▸ Data
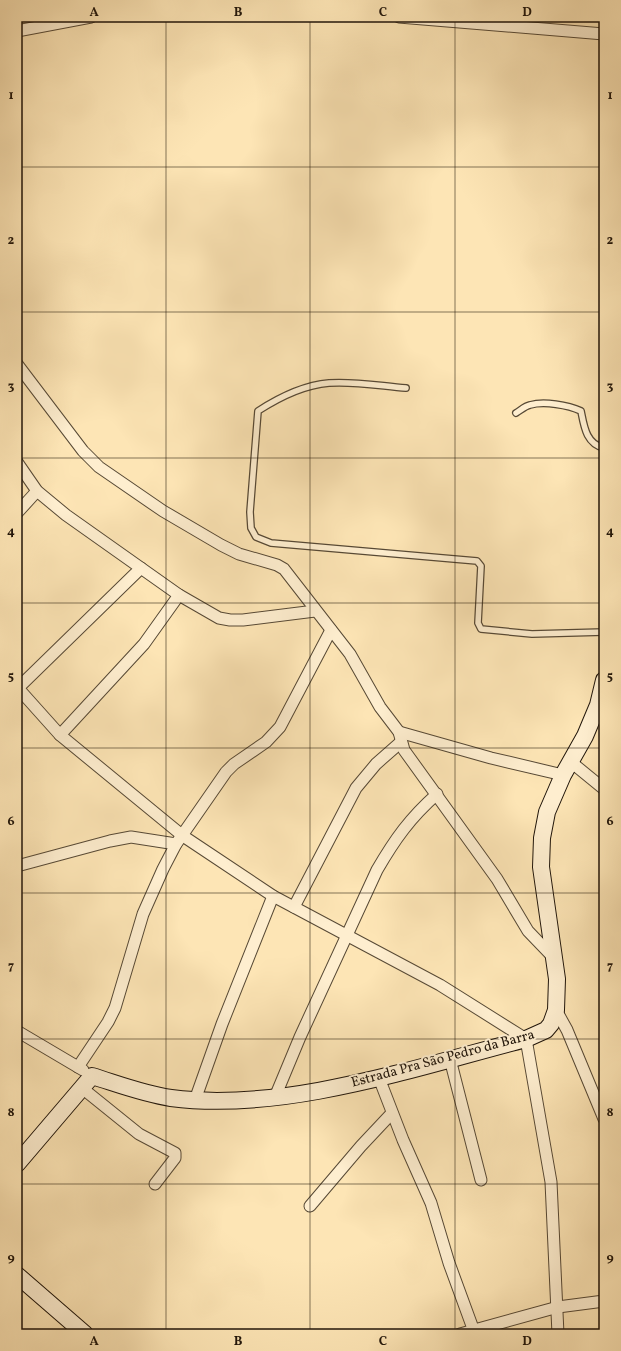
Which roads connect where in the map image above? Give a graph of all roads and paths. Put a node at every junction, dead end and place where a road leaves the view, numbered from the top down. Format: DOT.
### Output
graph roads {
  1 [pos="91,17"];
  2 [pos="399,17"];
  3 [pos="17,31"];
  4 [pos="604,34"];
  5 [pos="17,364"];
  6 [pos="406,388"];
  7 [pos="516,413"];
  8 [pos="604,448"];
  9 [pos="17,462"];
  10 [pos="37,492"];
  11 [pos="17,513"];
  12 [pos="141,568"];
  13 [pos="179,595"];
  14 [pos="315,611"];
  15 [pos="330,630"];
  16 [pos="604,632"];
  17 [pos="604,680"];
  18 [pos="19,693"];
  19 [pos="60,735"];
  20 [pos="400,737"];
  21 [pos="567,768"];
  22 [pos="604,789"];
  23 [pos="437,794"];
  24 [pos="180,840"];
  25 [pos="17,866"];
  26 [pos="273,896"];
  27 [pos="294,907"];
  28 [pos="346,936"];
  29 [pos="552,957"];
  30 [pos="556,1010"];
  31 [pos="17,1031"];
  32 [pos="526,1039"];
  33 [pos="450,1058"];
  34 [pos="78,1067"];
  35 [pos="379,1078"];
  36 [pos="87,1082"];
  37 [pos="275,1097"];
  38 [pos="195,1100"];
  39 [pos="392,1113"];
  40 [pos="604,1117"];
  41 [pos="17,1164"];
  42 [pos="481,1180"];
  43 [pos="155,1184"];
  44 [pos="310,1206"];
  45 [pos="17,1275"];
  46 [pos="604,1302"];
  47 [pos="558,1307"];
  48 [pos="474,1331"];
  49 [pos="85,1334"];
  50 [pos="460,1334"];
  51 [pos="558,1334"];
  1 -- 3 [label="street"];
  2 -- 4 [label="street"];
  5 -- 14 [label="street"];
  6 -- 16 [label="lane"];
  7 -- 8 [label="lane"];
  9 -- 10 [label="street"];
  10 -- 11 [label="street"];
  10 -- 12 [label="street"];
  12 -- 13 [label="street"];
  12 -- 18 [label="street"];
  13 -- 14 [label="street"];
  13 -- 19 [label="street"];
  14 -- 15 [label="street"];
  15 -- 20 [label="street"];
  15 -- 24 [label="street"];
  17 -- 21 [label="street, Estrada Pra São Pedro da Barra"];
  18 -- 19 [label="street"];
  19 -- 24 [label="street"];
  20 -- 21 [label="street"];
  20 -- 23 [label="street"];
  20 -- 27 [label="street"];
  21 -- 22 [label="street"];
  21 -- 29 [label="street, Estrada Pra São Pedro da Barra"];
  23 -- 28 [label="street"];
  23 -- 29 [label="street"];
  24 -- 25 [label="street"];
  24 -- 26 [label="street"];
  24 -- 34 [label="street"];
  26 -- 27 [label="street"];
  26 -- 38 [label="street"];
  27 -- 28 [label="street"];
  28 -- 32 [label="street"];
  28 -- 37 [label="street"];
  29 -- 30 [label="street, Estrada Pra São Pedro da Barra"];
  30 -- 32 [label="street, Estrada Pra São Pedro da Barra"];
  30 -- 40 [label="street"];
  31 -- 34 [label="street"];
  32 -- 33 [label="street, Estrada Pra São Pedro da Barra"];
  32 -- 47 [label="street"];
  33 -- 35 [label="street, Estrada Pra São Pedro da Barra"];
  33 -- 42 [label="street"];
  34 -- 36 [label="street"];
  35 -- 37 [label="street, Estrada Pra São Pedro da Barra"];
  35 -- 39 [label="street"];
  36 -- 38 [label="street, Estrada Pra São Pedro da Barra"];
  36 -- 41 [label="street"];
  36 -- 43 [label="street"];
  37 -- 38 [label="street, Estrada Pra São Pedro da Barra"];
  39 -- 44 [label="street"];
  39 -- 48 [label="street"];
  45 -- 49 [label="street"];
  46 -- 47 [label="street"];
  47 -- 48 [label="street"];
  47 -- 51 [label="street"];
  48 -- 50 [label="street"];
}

---

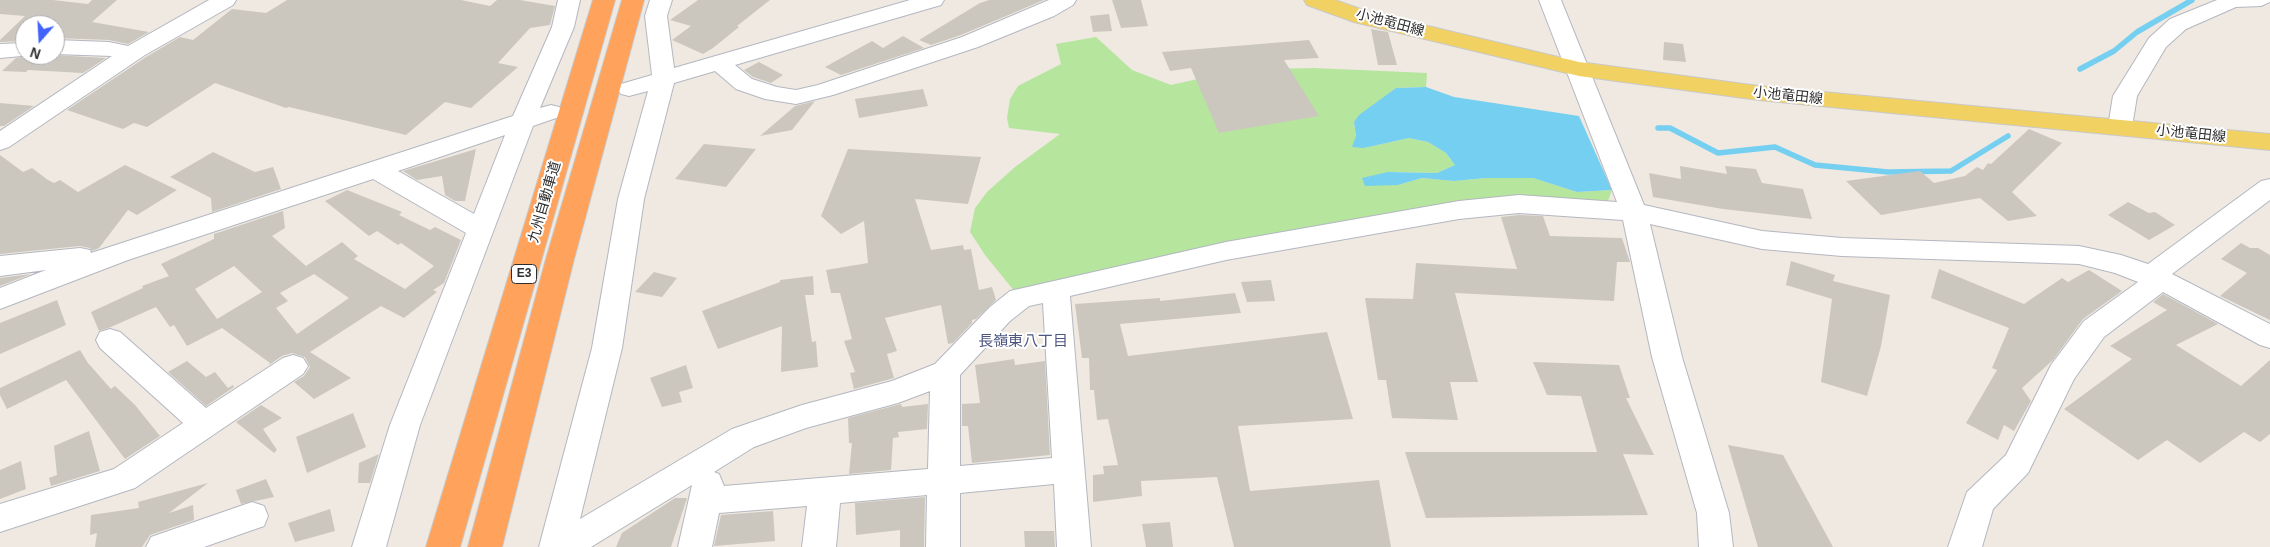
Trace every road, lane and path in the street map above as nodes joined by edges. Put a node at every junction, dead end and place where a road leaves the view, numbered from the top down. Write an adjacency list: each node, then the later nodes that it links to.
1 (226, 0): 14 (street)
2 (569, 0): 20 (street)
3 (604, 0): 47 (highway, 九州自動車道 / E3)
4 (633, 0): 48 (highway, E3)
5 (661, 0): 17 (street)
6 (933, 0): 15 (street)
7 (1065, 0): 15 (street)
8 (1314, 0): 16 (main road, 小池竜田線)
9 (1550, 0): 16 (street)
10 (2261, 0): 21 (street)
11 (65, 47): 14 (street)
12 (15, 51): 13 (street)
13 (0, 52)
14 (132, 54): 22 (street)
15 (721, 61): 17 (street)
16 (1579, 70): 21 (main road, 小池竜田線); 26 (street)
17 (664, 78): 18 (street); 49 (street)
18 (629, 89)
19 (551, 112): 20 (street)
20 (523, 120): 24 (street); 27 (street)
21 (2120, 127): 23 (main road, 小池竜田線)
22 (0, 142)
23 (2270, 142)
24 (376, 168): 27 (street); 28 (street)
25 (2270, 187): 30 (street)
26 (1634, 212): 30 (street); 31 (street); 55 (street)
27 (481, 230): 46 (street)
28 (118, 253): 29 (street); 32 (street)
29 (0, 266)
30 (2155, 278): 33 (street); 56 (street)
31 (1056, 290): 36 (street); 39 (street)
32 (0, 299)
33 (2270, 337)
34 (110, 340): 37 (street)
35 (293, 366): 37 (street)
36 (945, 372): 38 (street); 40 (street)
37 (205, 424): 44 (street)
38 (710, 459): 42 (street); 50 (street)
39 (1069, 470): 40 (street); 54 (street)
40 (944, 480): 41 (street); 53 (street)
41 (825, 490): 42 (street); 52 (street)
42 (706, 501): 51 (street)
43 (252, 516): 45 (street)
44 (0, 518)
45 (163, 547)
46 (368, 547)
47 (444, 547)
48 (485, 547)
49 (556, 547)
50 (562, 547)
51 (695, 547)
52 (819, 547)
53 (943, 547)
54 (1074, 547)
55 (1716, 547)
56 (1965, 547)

▸ Exercise details
In the entries above, find every line holding the word "roads" and copy it out.

▸ Written solution
Which roads connect where in the map image above? Give a graph of all roads and paths. Put a node at every junction, dead end and place where a road leaves the view, numbered from the top down. Format: DOT.
graph roads {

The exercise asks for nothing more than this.